Laurent’s face lit up when he saw me, and Thierry made a sharp intake of breath and glanced at Claire in a way that made me think he might have seen the dress before. Then I got one of the hotel staff to take a picture on my phone, and Laurent was holding Claire up out of her wheelchair and tickling me, and he held us and we burst out giggling at the exact same moment as the flash went off.

- - -

There were absolutely loads of people there for the dress rehearsal and all of them were studiously dressed down in a way that said, “We are totally music professionals who only care about the art of it and not the silly fripperies,” but we didn’t care.

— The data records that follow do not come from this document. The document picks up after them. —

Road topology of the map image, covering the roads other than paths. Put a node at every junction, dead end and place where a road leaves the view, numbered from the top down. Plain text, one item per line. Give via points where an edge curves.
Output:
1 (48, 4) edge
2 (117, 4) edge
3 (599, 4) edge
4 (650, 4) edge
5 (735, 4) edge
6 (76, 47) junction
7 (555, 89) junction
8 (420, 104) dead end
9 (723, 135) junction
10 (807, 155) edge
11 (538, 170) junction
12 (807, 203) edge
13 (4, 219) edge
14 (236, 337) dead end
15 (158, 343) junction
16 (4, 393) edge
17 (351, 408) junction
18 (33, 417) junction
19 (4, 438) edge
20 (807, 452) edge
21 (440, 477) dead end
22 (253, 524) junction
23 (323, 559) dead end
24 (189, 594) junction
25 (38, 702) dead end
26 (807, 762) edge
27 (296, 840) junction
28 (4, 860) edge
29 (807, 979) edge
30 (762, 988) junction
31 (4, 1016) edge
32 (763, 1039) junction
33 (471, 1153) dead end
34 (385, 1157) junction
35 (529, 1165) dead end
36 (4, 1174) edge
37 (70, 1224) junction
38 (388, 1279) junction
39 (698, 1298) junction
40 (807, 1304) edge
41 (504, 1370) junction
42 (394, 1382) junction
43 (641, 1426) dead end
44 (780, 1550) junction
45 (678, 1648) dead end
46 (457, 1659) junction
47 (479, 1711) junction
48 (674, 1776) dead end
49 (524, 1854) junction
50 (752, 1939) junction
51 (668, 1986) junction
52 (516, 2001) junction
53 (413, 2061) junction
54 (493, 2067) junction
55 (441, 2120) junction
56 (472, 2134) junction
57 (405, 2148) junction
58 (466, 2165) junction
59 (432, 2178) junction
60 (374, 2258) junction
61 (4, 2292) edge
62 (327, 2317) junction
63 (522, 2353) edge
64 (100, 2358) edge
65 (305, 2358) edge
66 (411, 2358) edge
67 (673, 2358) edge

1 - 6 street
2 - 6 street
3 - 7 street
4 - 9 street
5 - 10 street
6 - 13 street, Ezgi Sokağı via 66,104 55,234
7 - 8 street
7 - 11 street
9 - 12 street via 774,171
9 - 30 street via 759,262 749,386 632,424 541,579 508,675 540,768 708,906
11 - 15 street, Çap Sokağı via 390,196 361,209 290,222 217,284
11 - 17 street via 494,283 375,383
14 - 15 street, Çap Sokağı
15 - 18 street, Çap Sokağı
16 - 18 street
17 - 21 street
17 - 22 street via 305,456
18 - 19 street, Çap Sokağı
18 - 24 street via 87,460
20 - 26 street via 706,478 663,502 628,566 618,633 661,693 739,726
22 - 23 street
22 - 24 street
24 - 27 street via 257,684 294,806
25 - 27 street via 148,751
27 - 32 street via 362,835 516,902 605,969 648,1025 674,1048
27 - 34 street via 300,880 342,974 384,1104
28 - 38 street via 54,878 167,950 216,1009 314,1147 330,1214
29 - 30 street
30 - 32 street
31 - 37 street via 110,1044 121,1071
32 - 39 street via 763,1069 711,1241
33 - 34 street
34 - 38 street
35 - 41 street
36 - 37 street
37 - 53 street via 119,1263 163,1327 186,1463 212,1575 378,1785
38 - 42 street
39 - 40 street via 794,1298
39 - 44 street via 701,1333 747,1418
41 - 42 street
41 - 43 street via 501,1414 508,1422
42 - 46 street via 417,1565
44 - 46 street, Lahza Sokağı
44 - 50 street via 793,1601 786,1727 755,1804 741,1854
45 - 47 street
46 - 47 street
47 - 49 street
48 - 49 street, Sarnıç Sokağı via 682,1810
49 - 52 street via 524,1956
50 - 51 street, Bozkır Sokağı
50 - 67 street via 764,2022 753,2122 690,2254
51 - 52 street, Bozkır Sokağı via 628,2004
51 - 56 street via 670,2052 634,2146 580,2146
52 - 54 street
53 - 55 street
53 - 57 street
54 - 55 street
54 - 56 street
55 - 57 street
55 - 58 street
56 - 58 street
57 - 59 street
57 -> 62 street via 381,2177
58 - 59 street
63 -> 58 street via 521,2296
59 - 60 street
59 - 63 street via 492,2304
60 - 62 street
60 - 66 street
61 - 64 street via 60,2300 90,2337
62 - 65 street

Sami had arranged good seats for us in the middle of the stalls by dint of putting a huge turquoise roll of cloth over the top, and Thierry insisted on bringing a box with sandwiches and a bottle of champagne in a cool flask. I tutted at him and said Alice would kill him, and he smiled and said it was a very special one off and popped the cork as the tuning up finished and the lights started to fade.

I thought, I will be totally bored at this. I won’t get it and it will be obvious to everyone that I’m just dumb Anna Trent from Kidinsborough, average student, speaks French like a Spanish cow, likes Coldplay.